(EXERCISE): Copy each line of the records that holds the string "الخلة".

*** Opening of SUPPLIED RECORDS ***

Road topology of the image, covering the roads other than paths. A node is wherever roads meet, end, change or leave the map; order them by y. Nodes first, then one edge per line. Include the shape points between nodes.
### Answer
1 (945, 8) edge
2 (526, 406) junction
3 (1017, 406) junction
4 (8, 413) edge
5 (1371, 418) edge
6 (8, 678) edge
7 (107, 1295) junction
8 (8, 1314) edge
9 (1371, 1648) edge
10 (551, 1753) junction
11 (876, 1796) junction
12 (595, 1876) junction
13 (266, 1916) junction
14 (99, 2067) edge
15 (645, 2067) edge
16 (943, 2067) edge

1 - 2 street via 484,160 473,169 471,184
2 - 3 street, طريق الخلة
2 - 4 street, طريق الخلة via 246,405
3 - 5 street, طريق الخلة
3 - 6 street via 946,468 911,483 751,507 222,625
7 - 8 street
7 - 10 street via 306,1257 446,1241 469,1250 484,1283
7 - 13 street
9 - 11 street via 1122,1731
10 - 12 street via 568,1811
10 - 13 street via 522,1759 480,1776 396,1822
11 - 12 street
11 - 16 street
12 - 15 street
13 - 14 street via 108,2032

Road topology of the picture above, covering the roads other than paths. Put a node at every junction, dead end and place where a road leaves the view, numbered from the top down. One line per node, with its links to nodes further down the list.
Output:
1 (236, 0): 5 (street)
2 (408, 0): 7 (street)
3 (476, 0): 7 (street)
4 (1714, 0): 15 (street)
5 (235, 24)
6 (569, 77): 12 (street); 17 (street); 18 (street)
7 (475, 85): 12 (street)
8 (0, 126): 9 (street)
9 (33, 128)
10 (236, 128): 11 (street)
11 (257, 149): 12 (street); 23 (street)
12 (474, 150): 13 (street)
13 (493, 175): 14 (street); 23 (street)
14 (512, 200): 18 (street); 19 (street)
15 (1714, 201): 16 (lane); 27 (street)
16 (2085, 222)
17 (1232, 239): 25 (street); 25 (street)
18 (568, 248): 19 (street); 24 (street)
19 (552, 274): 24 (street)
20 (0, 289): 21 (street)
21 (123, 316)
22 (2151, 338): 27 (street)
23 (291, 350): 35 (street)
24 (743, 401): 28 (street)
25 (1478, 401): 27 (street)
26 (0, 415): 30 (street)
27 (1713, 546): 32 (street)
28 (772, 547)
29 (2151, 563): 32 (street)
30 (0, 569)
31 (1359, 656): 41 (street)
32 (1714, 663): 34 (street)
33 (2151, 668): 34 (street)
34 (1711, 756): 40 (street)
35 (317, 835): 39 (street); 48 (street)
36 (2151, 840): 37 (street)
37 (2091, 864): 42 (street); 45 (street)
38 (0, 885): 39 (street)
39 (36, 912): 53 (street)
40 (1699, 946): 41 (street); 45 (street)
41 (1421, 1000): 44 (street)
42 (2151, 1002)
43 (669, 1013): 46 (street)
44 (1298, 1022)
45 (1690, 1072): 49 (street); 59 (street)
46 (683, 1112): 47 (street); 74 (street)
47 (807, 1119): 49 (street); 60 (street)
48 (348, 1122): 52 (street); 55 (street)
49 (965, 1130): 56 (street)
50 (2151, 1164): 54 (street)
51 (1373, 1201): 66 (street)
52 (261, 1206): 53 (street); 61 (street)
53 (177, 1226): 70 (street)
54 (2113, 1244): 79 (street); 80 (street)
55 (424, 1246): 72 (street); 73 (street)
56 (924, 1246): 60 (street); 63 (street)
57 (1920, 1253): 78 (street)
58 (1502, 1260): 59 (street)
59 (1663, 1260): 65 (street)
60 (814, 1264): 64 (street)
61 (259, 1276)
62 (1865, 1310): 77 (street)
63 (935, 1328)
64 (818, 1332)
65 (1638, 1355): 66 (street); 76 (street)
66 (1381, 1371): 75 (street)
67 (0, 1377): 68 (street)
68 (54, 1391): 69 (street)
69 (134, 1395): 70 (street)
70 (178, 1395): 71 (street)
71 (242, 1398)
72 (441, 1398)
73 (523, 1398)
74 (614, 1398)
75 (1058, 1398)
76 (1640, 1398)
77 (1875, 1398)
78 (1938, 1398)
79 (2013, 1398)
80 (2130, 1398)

*** Close of SUPPLIED RECORDS ***

(SOLUTION TO THIS TASK):
2 - 3 street, طريق الخلة
2 - 4 street, طريق الخلة via 246,405
3 - 5 street, طريق الخلة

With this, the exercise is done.